- WHAT IS REQUIRED
In the records that follow, the lines from the one containing "thumb tip: (906, 1133)" to the one containing "ring mcp: (1036, 1136)", inclusive, are to be given again exactly.

(Excerpts from a dataset)
==========
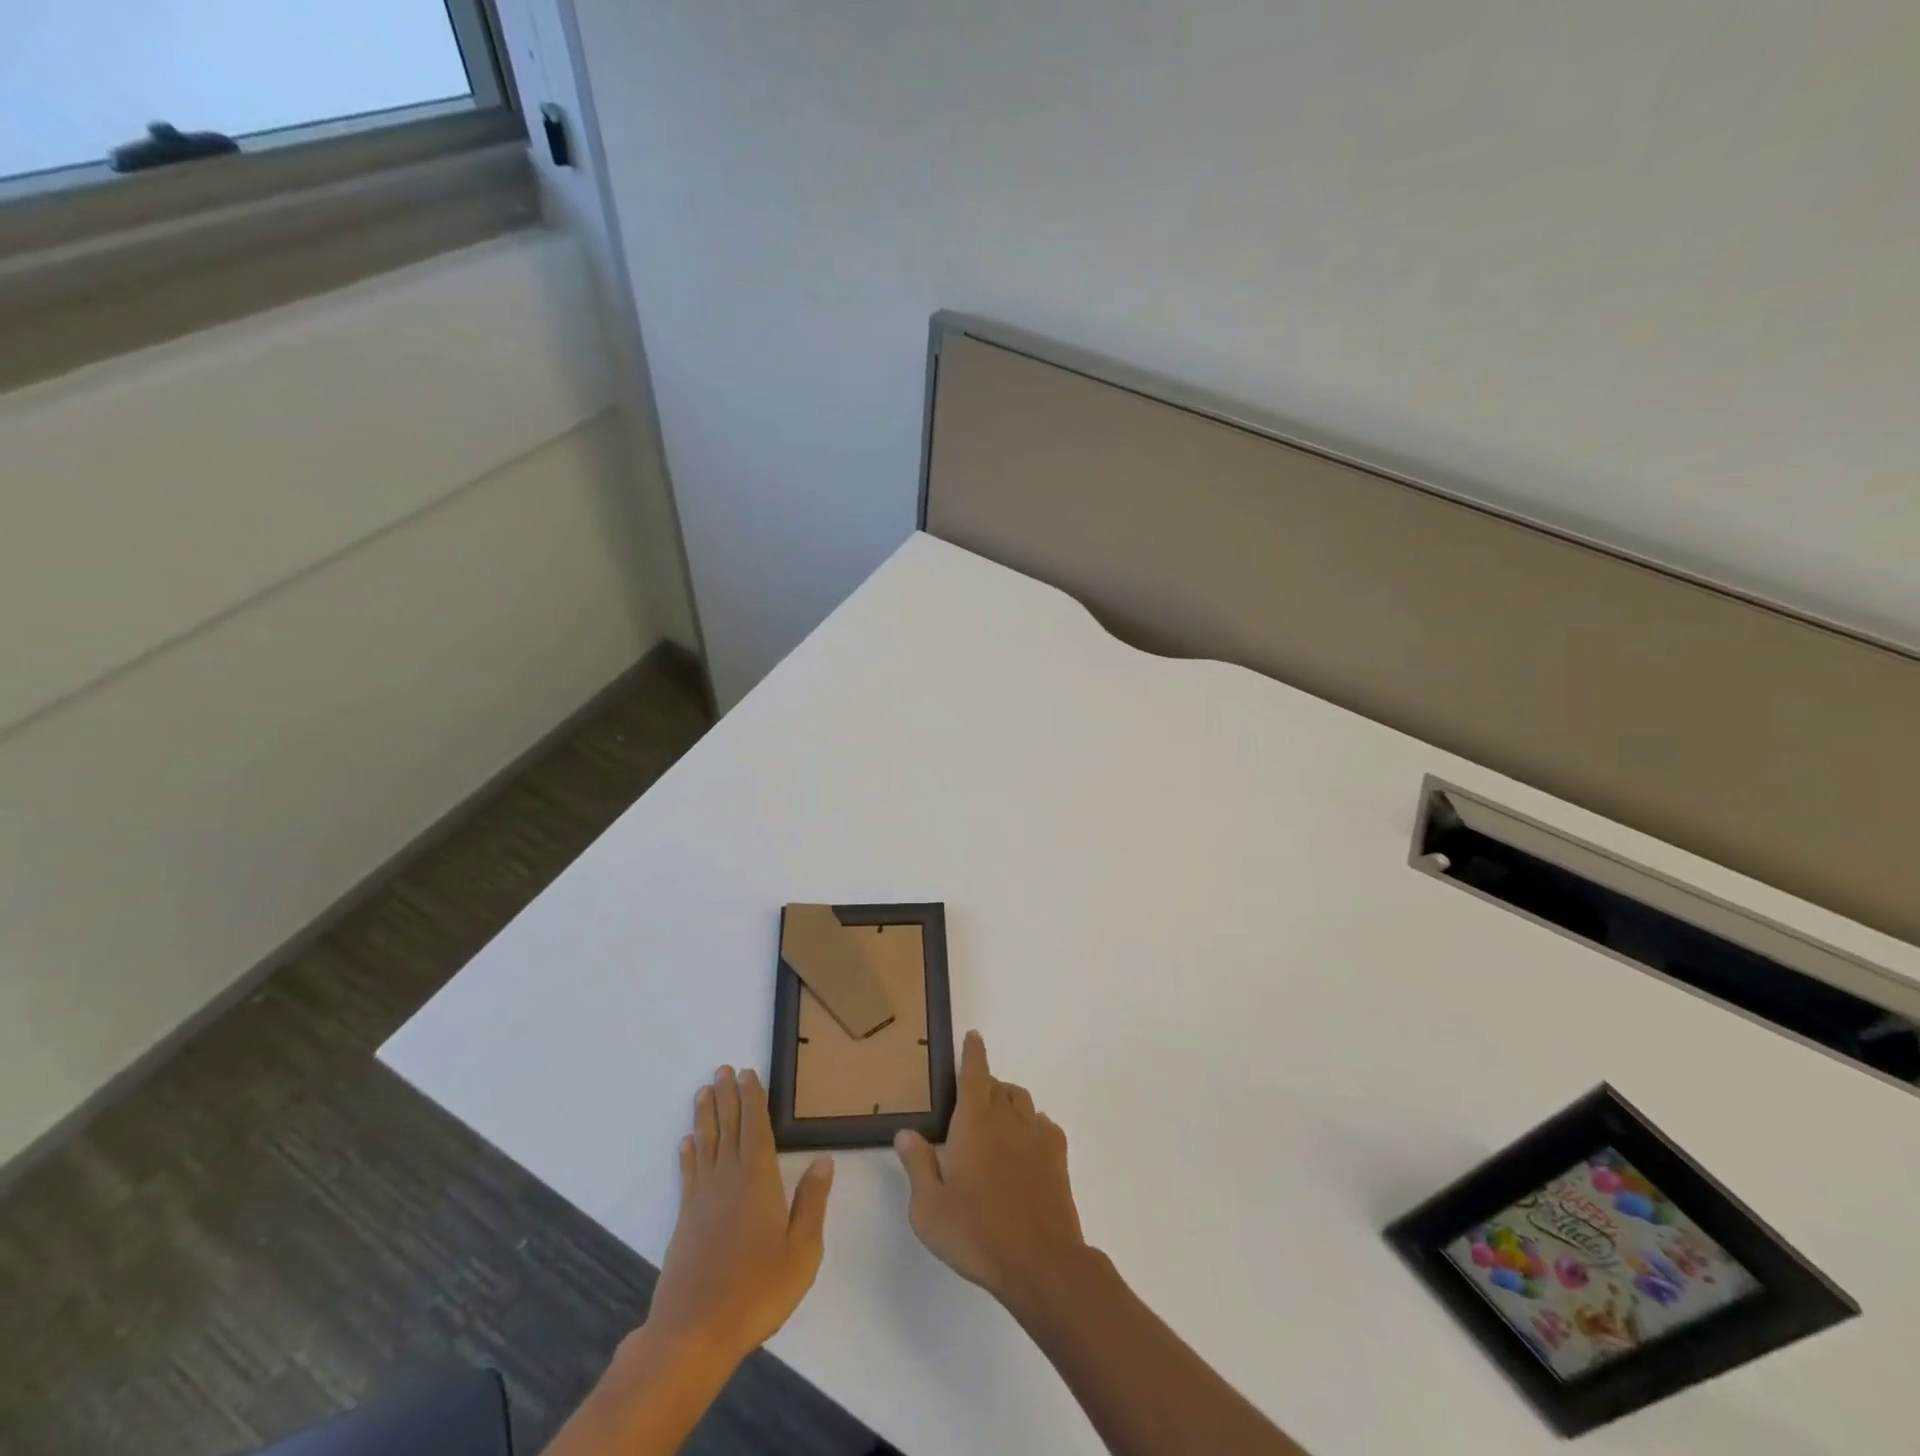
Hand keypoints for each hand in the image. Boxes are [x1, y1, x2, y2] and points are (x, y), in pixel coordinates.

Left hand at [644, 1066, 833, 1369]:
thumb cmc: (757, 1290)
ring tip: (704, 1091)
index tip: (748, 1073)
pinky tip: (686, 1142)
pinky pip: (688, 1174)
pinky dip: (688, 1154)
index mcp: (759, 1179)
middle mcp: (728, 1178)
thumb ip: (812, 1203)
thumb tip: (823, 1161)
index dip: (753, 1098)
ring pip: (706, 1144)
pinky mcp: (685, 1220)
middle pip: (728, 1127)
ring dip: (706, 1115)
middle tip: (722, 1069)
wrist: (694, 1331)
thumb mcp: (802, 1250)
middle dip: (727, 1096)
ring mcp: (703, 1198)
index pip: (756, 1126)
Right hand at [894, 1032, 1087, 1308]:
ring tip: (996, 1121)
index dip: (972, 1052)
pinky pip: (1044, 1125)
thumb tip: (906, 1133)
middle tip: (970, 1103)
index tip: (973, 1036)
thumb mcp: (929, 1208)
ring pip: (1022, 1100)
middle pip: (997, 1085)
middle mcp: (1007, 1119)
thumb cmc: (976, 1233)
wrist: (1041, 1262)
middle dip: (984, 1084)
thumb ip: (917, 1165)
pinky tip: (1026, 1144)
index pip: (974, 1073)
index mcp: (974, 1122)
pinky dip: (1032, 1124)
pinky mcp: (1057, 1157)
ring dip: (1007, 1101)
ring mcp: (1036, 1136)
==========
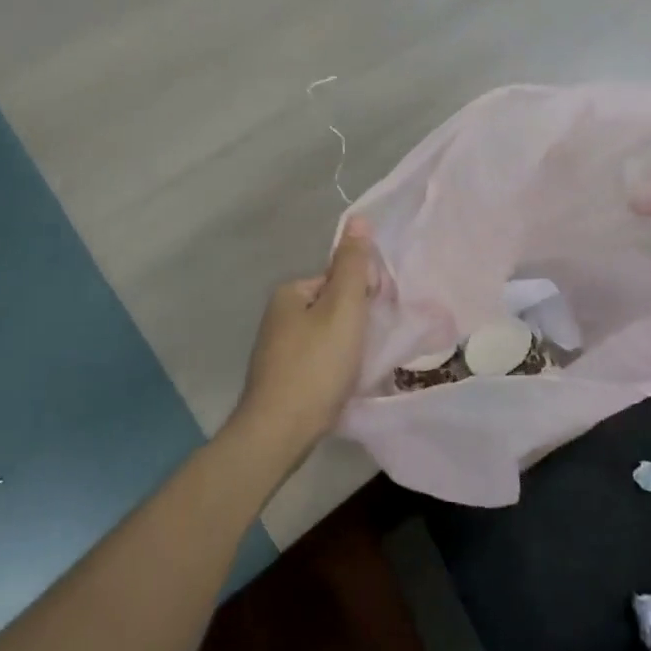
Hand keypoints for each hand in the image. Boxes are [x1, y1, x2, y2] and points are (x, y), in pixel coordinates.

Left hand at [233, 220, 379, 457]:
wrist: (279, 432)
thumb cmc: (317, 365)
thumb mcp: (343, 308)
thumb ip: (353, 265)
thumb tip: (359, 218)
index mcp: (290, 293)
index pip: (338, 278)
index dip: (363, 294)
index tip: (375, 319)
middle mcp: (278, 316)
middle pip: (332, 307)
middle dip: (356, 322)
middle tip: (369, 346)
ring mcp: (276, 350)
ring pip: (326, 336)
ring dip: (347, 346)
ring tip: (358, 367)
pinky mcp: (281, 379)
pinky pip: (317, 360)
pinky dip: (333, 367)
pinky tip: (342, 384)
==========
- RESULT BELOW
thumb tip: (906, 1133)
middle tip: (970, 1103)
index tip: (973, 1036)
thumb mcp: (929, 1208)
ring pip: (1022, 1100)
middle pip: (997, 1085)
middle mcp: (1007, 1119)
thumb cmc: (976, 1233)
wrist: (1041, 1262)
middle dip: (984, 1084)
thumb ip: (917, 1165)
pinky tip: (1026, 1144)
index pip: (974, 1073)
index mcp: (974, 1122)
pinky dip: (1032, 1124)
pinky mcp: (1057, 1157)
ring dip: (1007, 1101)
ring mcp: (1036, 1136)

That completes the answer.